Wait a minute - this haterade tastes funny

As some of you might remember, my Man Card status was up for review a couple of months ago. With your help, I was able to get through that and maintain my membership. This weekend, I grilled some steaks and sawed off some tree branches in my yard. I'm doing really well.

But now, I'm worried about another card in my wallet. I think the Kobe Haters Club might have to call an emergency meeting, and my membership will probably be up for review. I think my previous record of Kobe Hatin' speaks for itself. But I don't know if I can attend any more monthly gatherings in good conscience with how I'm feeling.

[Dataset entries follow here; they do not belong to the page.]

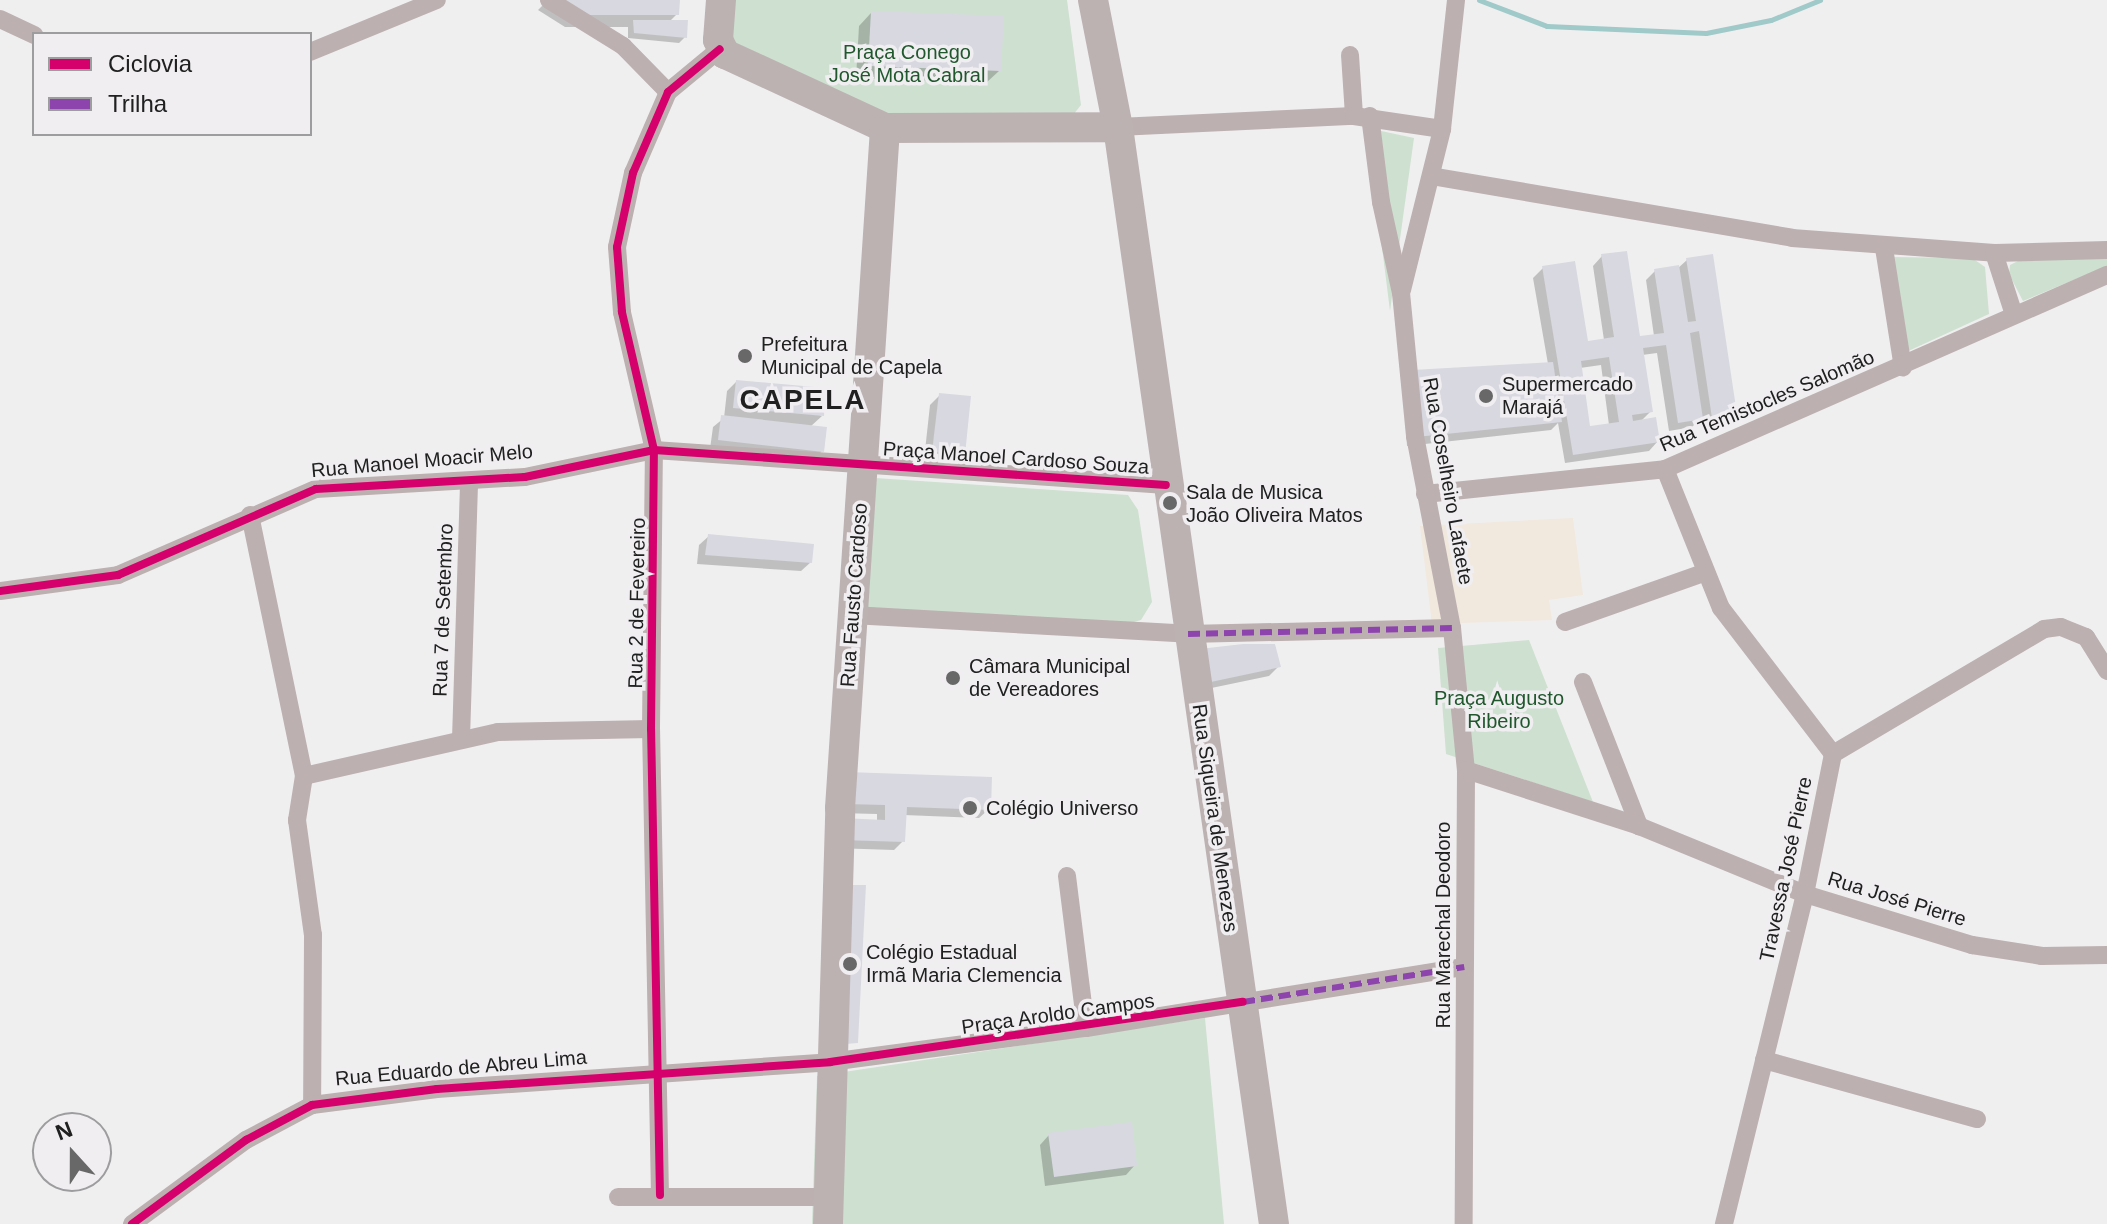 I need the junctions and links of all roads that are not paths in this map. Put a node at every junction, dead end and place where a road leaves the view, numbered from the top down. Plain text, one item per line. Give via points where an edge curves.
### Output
1 (437, 0) edge
2 (549, 0) edge
3 (721, 0) edge
4 (1093, 0) edge
5 (1456, 0) edge
6 (0, 19) edge
7 (32, 34) edge
8 (720, 49) junction
9 (312, 51) edge
10 (1350, 55) dead end
11 (668, 92) junction
12 (1362, 116) junction
13 (1118, 127) junction
14 (885, 128) junction
15 (1442, 129) junction
16 (1431, 176) junction
17 (1884, 248) junction
18 (2107, 250) edge
19 (1994, 253) junction
20 (2107, 275) edge
21 (1401, 293) junction
22 (2014, 315) junction
23 (1903, 368) junction
24 (654, 450) junction
25 (863, 463) junction
26 (1665, 469) junction
27 (469, 483) junction
28 (1166, 485) junction
29 (1425, 494) junction
30 (250, 515) junction
31 (1703, 573) junction
32 (0, 591) edge
33 (852, 615) junction
34 (1565, 622) dead end
35 (1452, 628) junction
36 (1188, 634) junction
37 (2107, 671) edge
38 (1583, 682) dead end
39 (651, 729) junction
40 (461, 739) junction
41 (1833, 754) junction
42 (1466, 770) junction
43 (304, 776) junction
44 (1639, 826) junction
45 (1067, 876) dead end
46 (1805, 894) junction
47 (2107, 955) edge
48 (1464, 967) junction
49 (1243, 1002) junction
50 (1086, 1028) junction
51 (1764, 1060) junction
52 (830, 1062) junction
53 (658, 1073) junction
54 (312, 1105) junction
55 (1977, 1119) dead end
56 (660, 1195) junction
57 (618, 1197) dead end
58 (828, 1210) edge
59 (132, 1224) edge
60 (1274, 1224) edge
61 (1464, 1224) edge
62 (1724, 1224) edge

1 - 9 street
2 - 11 street via 623,46
3 - 8 main road
4 - 13 main road
5 - 15 street
6 - 7 street
8 - 11 street, Rua 2 de Fevereiro
8 - 14 main road
10 - 12 street, Rua Coselheiro Lafaete
11 - 24 street, Rua 2 de Fevereiro via 633,173 617,247 622,312
12 - 13 street
12 - 15 street
12 - 21 street, Rua Coselheiro Lafaete
13 - 14 main road
13 - 28 main road
14 - 25 main road, Rua Fausto Cardoso
15 - 16 street
16 - 17 street via 1792,238
16 - 21 street
17 - 19 street
17 - 23 street
18 - 19 street
19 - 22 street
20 - 22 street, Rua Temistocles Salomão
21 - 29 street, Rua Coselheiro Lafaete
22 - 23 street, Rua Temistocles Salomão
23 - 26 street, Rua Temistocles Salomão
24 - 25 street, Rua Manoel Moacir Melo
24 - 27 street, Rua Manoel Moacir Melo
24 - 39 street, Rua 2 de Fevereiro
25 - 28 street, Praça Manoel Cardoso Souza
25 - 33 main road, Rua Fausto Cardoso
26 - 29 street, Rua Temistocles Salomão
26 - 31 street
27 - 30 street, Rua Manoel Moacir Melo via 316,489
27 - 40 street, Rua 7 de Setembro
28 - 36 main road, Praça Manoel Cardoso Souza
29 - 35 street, Rua Coselheiro Lafaete
30 - 32 street, Rua Manoel Moacir Melo via 118,575
30 - 43 street
31 - 34 street
31 - 41 street via 1721,608
33 - 36 street
33 - 52 main road, Rua Fausto Cardoso
35 - 36 street
35 - 42 street, Rua Marechal Deodoro
36 - 49 main road, Rua Siqueira de Menezes
37 - 41 street via 2086,637 2061,627 2044,629
38 - 44 street
39 - 40 street via 530,729
39 - 53 street, Rua 2 de Fevereiro
40 - 43 street
41 - 46 street, Travessa José Pierre
42 - 44 street
42 - 48 street, Rua Marechal Deodoro
43 - 54 street via 297,820 313,935
44 - 46 street, Rua José Pierre
45 - 50 street
46 - 47 street, Rua José Pierre via 1972,945 2042,956
46 - 51 street, Travessa José Pierre
48 - 49 street, Praça Aroldo Campos
48 - 61 street, Rua Marechal Deodoro
49 - 50 street, Praça Aroldo Campos
49 - 60 main road
50 - 52 street, Praça Aroldo Campos
51 - 55 street
51 - 62 street, Travessa José Pierre
52 - 53 street, Rua Eduardo de Abreu Lima
52 - 58 main road
53 - 54 street, Rua Eduardo de Abreu Lima via 437,1089
53 - 56 street, Rua 2 de Fevereiro
54 - 59 street, Rua Eduardo de Abreu Lima via 221,1157
56 - 57 street
56 - 58 street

In this first-round playoff series against Phoenix, Kobe has been anti-Kobe. He's been passing the ball. Getting his teammates involved. His scoring average is down more than 10 points per game. Lamar Odom and Smush Parker are making plays to help the Lakers win games.

What the hell is going on here? Is it possible that Kobe's regular season of ball-hogging was a ruse, meant to deceive potential playoff opponents? Do you have a better explanation for the Lakers taking a 3-1 lead in the series?

After the clutch shots Bryant hit yesterday - the first to force overtime, the second to win the game - I feel the need to take stock of my opinions and re-evaluate.

Which shot was more amazing? The high-arching floater over Boris Diaw's outstretched arm was simply perfect, just as high as it needed to be. If Kobe took that shot another nine times, how many would go in?

And then there was the game-winner, which Kobe hit with both Diaw and Raja Bell in his face. Everyone in the Staples Center, and everybody watching around the country knew that he - and no one else in a Lakers uniform - was going to have the ball in that situation. Didn't matter.

When asked about the shot, however, Kobe said "It felt routine to me." And I should thank Kobe for that, because reading that quote was enough to send some haterade gurgling back up my throat. Just when I'm ready to embrace the guy and turn in my Kobe Haters Club card, he reminds me why I can't stand him. But no hate today. The man deserves nothing but dap. Props. Praise. Adulation. At least until Phoenix comes back to win the series.